Here is a less "clever" solution. It uses that the first column of a matrix becomes the first row in the transposed matrix.

(define transpose
  (lambda (xss)
    (cond
      [(empty? xss)         empty]
      [(empty? (first xss)) empty]
      [else                 (define first-column   (map first xss))
                            (define other-columns  (map rest  xss))
                            (cons first-column
                                  (transpose other-columns))])))

Answer 2

(define (transpose xss)
  (apply map list xss))

If you are, like me, new to Scheme, you'll wonder how the apply map list trick works. It all boils down to understanding apply and map.

First, apply does its job. It takes a function, some fixed arguments and a list of arguments. It calls the function with the fixed arguments followed by the flattenned list arguments.
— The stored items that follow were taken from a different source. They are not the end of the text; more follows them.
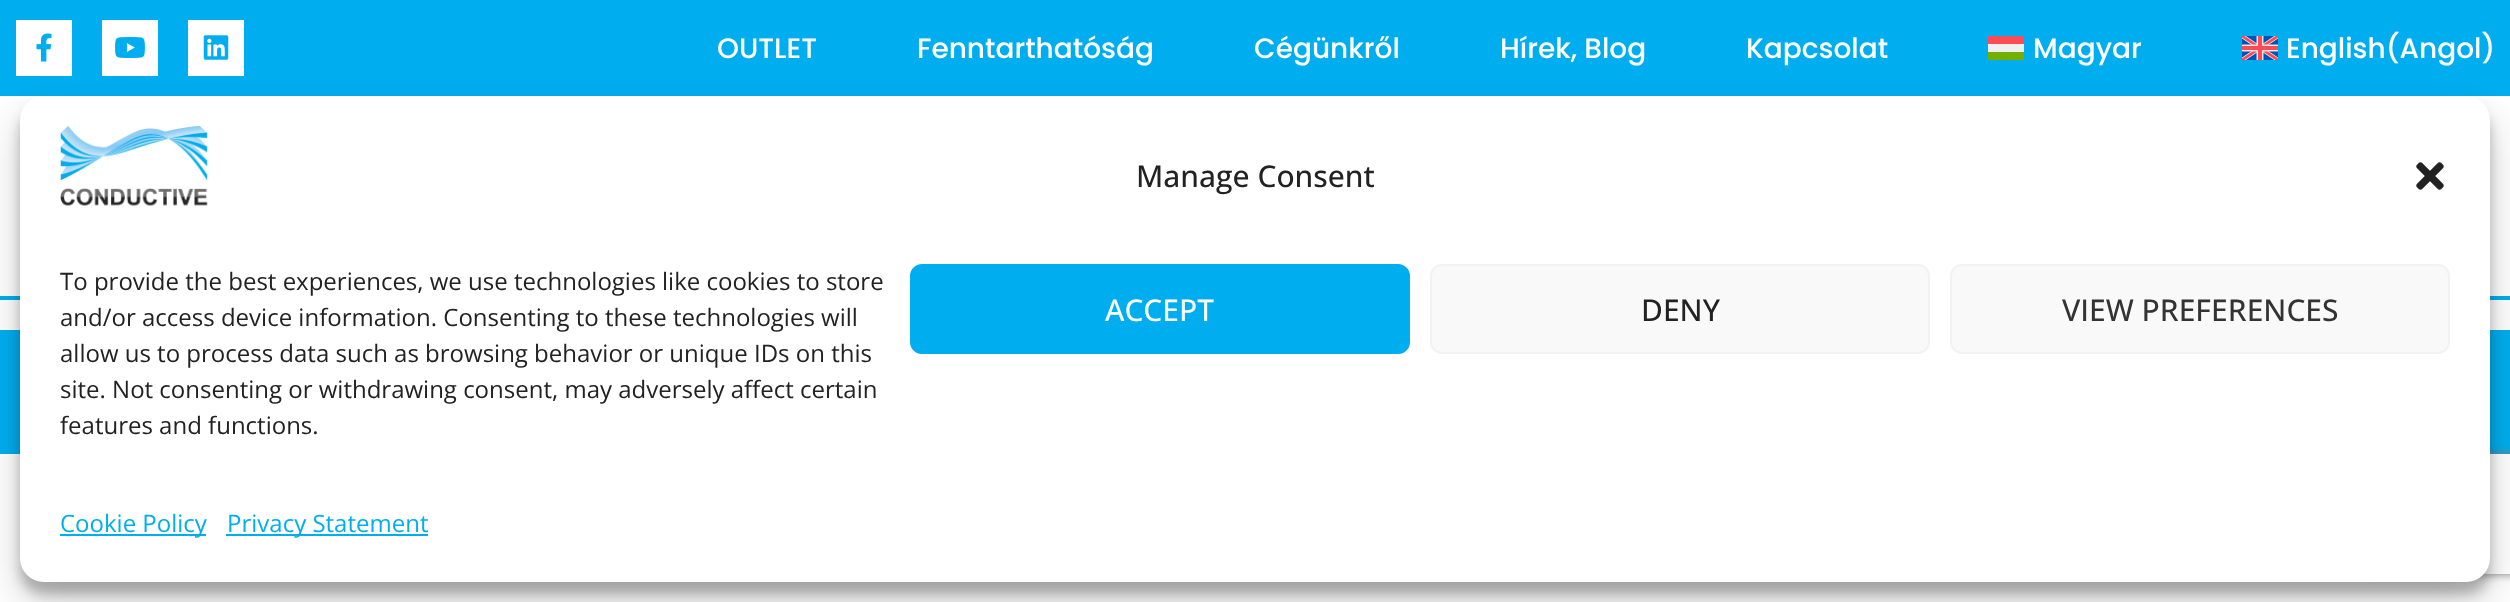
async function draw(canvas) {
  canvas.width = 2510
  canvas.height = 602
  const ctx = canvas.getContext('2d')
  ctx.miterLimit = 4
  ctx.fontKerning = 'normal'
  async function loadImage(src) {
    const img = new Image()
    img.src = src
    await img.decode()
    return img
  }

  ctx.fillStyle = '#fff'
  ctx.fillRect(0, 0, 2510, 602)
  ctx.fillStyle = '#00aeef'
  ctx.fillRect(0, 0, 2510, 96)
  ctx.fillStyle = '#fff'
  ctx.fillRect(16, 20, 56, 56)
  ctx.drawImage(await loadImage('image0.png'), 36, 33, 16, 29)
  ctx.fillRect(102, 20, 56, 56)
  ctx.drawImage(await loadImage('image1.png'), 115, 37, 30, 21)
  ctx.fillRect(188, 20, 56, 56)
  ctx.drawImage(await loadImage('image2.png'), 203, 35, 26, 25)
  ctx.font = '500 28px Poppins'
  ctx.fillText('OUTLET', 717, 58)
  ctx.fillText('Fenntarthatóság', 917, 58)
  ctx.fillText('Cégünkről', 1254, 58)
  ctx.fillText('Hírek, Blog', 1500, 58)
  ctx.fillText('Kapcsolat', 1746, 58)
  ctx.fillStyle = '#f0f0f0'
  ctx.fillRect(1988, 44, 36, 8)
  ctx.fillStyle = '#73af00'
  ctx.fillRect(1988, 52, 36, 8)
  ctx.fillStyle = '#ff4b55'
  ctx.fillRect(1988, 36, 36, 8)
  ctx.fillStyle = '#fff'
  ctx.fillText('Magyar', 2033, 58)
  ctx.drawImage(await loadImage('image3.png'), 2242, 36, 36, 24)
  ctx.fillText('English(Angol)', 2286, 58)
  ctx.fillStyle = '#00aeef'
  ctx.fillRect(0, 296, 2510, 4)
  ctx.fillRect(0, 330, 2510, 124)
  ctx.save()
  ctx.beginPath()
  ctx.moveTo(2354, 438)
  ctx.lineTo(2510, 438)
  ctx.lineTo(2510, 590)
  ctx.lineTo(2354, 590)
  ctx.closePath()
  ctx.moveTo(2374, 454)
  ctx.lineTo(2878, 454)
  ctx.bezierCurveTo(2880, 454, 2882, 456, 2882, 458)
  ctx.lineTo(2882, 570)
  ctx.bezierCurveTo(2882, 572, 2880, 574, 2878, 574)
  ctx.lineTo(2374, 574)
  ctx.bezierCurveTo(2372, 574, 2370, 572, 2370, 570)
  ctx.lineTo(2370, 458)
  ctx.bezierCurveTo(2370, 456, 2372, 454, 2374, 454)
  ctx.closePath()
  ctx.clip('evenodd')
  ctx.fillStyle = '#808080'
  ctx.filter = 'blur(5px)'
  ctx.beginPath()
  ctx.roundRect(2370, 454, 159, 120, 4)
  ctx.fill()
  ctx.filter = 'none'
  ctx.restore()
  ctx.fillStyle = '#0000003b'
  ctx.filter = 'blur(6px)'
  ctx.beginPath()
  ctx.roundRect(20, 108, 2470, 486, 24)
  ctx.fill()
  ctx.filter = 'none'
  ctx.fillStyle = '#00000030'
  ctx.filter = 'blur(20px)'
  ctx.beginPath()
  ctx.roundRect(20, 116, 2470, 486, 24)
  ctx.fill()
  ctx.filter = 'none'
  ctx.fillStyle = '#fff'
  ctx.beginPath()
  ctx.roundRect(20, 96, 2470, 486, 24)
  ctx.fill()
  ctx.drawImage(await loadImage('image4.png'), 60, 126, 148, 80)
  ctx.font = '500 30px Open Sans'
  ctx.fillStyle = '#222'
  ctx.fillText('Manage Consent', 1136, 187)
  ctx.drawImage(await loadImage('image5.png'), 2416, 162, 28, 28)
  ctx.font = '24px Open Sans'
  ctx.fillText('To provide the best experiences, we use technologies like cookies to store', 60, 290)
  ctx.fillText('and/or access device information. Consenting to these technologies will', 60, 326)
  ctx.fillText('allow us to process data such as browsing behavior or unique IDs on this', 60, 362)
  ctx.fillText('site. Not consenting or withdrawing consent, may adversely affect certain', 60, 398)
  ctx.fillText('features and functions.', 60, 434)
  ctx.fillStyle = '#00aeef'
  ctx.beginPath()
  ctx.roundRect(911, 265, 498, 88, 11)
  ctx.fill()
  ctx.strokeStyle = '#00aeef'
  ctx.lineWidth = 2
  ctx.stroke()
  ctx.font = '500 30px Open Sans'
  ctx.fillStyle = '#fff'
  ctx.fillText('ACCEPT', 1105, 321)
  ctx.fillStyle = '#f9f9f9'
  ctx.beginPath()
  ctx.roundRect(1431, 265, 498, 88, 11)
  ctx.fill()
  ctx.strokeStyle = '#f2f2f2'
  ctx.stroke()
  ctx.fillStyle = '#222'
  ctx.fillText('DENY', 1641, 321)
  ctx.fillStyle = '#f9f9f9'
  ctx.beginPath()
  ctx.roundRect(1951, 265, 498, 88, 11)
  ctx.fill()
  ctx.stroke()
  ctx.fillStyle = '#333'
  ctx.fillText('VIEW PREFERENCES', 2062, 321)
  ctx.fillStyle = '#00aeef'
  ctx.fillRect(60, 534, 146, 2)
  ctx.font = '24px Open Sans'
  ctx.fillText('Cookie Policy', 60, 532)
  ctx.fillRect(226, 534, 202, 2)
  ctx.fillText('Privacy Statement', 227, 532)
}

draw(document.querySelector('canvas'))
So:

(apply map list '((1 2) (3 4)))
                ^^^^^^^^^^^^^^-- list of arguments
           ^^^^ ---------------- a fixed argument
       ^^^ --------------------- function

evaluates to:

(map list '(1 2) '(3 4))

Note how the list of lists is turned into two lists.
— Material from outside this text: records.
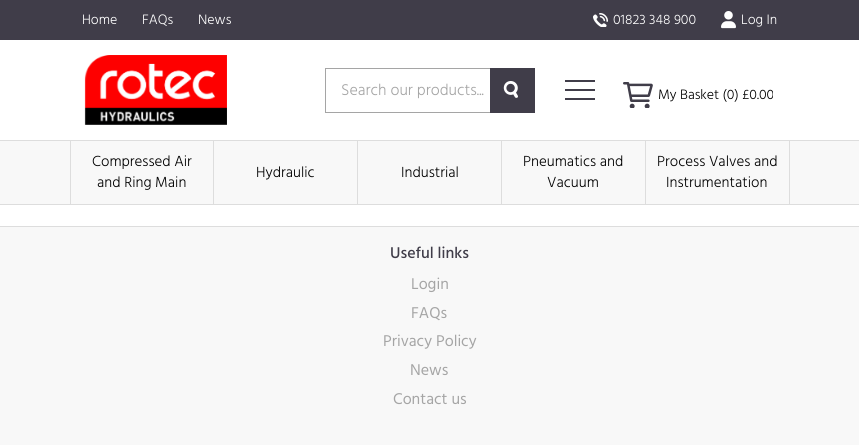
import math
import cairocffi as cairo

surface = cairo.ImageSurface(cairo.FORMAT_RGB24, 859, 445)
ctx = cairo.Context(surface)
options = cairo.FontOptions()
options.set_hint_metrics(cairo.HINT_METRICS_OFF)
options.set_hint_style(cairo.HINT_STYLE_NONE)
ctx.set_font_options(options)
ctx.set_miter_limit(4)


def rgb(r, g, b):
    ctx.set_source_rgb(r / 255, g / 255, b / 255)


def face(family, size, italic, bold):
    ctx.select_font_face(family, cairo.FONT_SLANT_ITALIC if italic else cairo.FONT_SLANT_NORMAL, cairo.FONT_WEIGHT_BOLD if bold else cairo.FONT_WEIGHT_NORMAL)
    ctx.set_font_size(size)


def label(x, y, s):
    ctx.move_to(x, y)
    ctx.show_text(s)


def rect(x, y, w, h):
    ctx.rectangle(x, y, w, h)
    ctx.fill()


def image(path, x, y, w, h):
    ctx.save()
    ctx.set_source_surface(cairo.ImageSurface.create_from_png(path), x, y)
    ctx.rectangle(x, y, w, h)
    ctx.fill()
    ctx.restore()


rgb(255, 255, 255)
ctx.paint()
rgb(64, 61, 73)
rect(0, 0, 859, 40)
face('Hind Light', 14, 0, 0)
rgb(255, 255, 255)
label(82, 24, 'Home')
label(142, 24, 'FAQs')
label(198, 24, 'News')
image('image0.png', 593, 13, 15, 14)
label(613, 24, '01823 348 900')
image('image1.png', 721, 11, 15, 18)
label(741, 24, 'Log In')
image('image2.png', 84, 55, 143, 70)
ctx.rectangle(325.5, 68.5, 209, 44)
rgb(165, 165, 165)
ctx.set_line_width(1)
ctx.stroke()
face('Hind Light', 16, 0, 0)
label(341, 95, 'Search our products...')
rgb(64, 61, 73)
rect(490, 68, 45, 45)
image('image3.png', 503, 81, 15, 17)
rect(565, 80, 30, 2)
rect(565, 89, 30, 2)
rect(565, 98, 30, 2)
image('image4.png', 623, 82, 30, 26)
face('Hind Light', 14, 0, 0)
rgb(0, 0, 0)
label(658, 99, 'My Basket (0) £0.00')
rgb(248, 248, 248)
rect(0, 141, 859, 63)
rgb(221, 221, 221)
rect(0, 140, 859, 1)
rect(0, 204, 859, 1)
rect(789, 141, 1, 63)
rect(70, 141, 1, 63)
rect(213, 141, 1, 63)
face('Hind Light', 15, 0, 0)
rgb(0, 0, 0)
label(92, 166, 'Compressed Air')
label(97, 187, 'and Ring Main')
rgb(221, 221, 221)
rect(357, 141, 1, 63)
rgb(0, 0, 0)
label(256, 177, 'Hydraulic')
rgb(221, 221, 221)
rect(501, 141, 1, 63)
rgb(0, 0, 0)
label(401, 177, 'Industrial')
rgb(221, 221, 221)
rect(645, 141, 1, 63)
rgb(0, 0, 0)
label(523, 166, 'Pneumatics and')
label(547, 187, 'Vacuum')
label(657, 166, 'Process Valves and')
label(666, 187, 'Instrumentation')
rgb(248, 248, 248)
rect(0, 227, 859, 218)
rgb(221, 221, 221)
rect(0, 226, 859, 1)
face('Hind Medium', 16, 0, 0)
rgb(64, 61, 73)
label(390, 258, 'Useful links')
face('Hind', 16, 0, 0)
rgb(165, 165, 165)
label(411, 289, 'Login')
label(411, 318, 'FAQs')
label(383, 346, 'Privacy Policy')
label(410, 375, 'News')
label(393, 404, 'Contact us')
surface.write_to_png('render.png')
Now map accepts an N-argument function and N lists of equal length. Then it returns a list, where each element is an application of the function. For example

(map + '(1 2) '(3 4))

evaluates to:

(list (+ 1 3) (+ 2 4))

In the transpose trick the function is simply list, so:

(map list '(1 2) '(3 4))

evaluates to:

(list (list 1 3) (list 2 4))

where the first list constructs a list because map always returns a list and the other two are invocations of the passed list function.

Answer 3

(define (tr ls)
  (if (empty? (car ls)) empty
 (if (null? ls) empty
     (cons (map car ls) (tr (map cdr ls))))))

Answer 4

for/list can be used sequentially to create a list of lists with transposed items:

(define (transpose_ lol)                    ; lol is list of lists
  (for/list ((i (length (list-ref lol 0)))) ; loop for length of first inner list
    (for/list ((il lol))                    ; for each inner list (il)
      (list-ref il i))))                    ; get its item

Testing:

(transpose_ (list (list 1 2 3)
                  (list 4 5 6)))

Output:

'((1 4) (2 5) (3 6))